- **ABOUT THIS TASK**:
Pull out all lines from the listing below in which the word "dead" appears.

- **EXTRACTED INFORMATION**:
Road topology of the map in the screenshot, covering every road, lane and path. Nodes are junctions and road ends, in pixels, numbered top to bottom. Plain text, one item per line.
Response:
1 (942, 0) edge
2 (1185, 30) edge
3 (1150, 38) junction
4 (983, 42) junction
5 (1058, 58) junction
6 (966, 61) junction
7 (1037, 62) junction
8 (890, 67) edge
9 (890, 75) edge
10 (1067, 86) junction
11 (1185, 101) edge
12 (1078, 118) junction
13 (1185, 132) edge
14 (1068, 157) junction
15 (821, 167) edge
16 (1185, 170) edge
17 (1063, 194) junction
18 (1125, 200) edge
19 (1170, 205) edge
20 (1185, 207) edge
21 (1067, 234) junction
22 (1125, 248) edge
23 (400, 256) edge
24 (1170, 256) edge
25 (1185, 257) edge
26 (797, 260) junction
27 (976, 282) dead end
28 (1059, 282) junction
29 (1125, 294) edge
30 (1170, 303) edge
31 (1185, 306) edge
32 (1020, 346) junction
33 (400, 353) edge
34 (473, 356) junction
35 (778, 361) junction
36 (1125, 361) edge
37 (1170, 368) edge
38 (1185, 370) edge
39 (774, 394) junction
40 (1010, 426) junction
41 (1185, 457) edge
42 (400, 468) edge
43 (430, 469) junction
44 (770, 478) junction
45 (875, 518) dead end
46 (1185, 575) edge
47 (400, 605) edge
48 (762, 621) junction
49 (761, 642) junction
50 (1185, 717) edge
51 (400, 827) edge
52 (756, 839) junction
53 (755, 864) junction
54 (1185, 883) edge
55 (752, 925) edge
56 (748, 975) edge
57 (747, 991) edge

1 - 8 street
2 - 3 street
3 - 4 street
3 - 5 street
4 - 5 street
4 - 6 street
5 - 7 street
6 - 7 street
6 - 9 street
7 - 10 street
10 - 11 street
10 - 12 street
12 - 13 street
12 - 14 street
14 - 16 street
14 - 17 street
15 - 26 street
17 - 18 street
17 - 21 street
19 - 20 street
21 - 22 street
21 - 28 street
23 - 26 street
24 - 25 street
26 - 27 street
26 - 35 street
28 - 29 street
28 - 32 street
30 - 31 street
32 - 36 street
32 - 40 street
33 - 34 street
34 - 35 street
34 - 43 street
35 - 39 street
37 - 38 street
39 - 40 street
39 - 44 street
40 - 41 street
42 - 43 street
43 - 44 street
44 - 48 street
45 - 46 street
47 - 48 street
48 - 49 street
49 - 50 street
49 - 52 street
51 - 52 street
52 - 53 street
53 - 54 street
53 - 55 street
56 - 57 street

- **ANSWER BOX**:
27 (976, 282) dead end
45 (875, 518) dead end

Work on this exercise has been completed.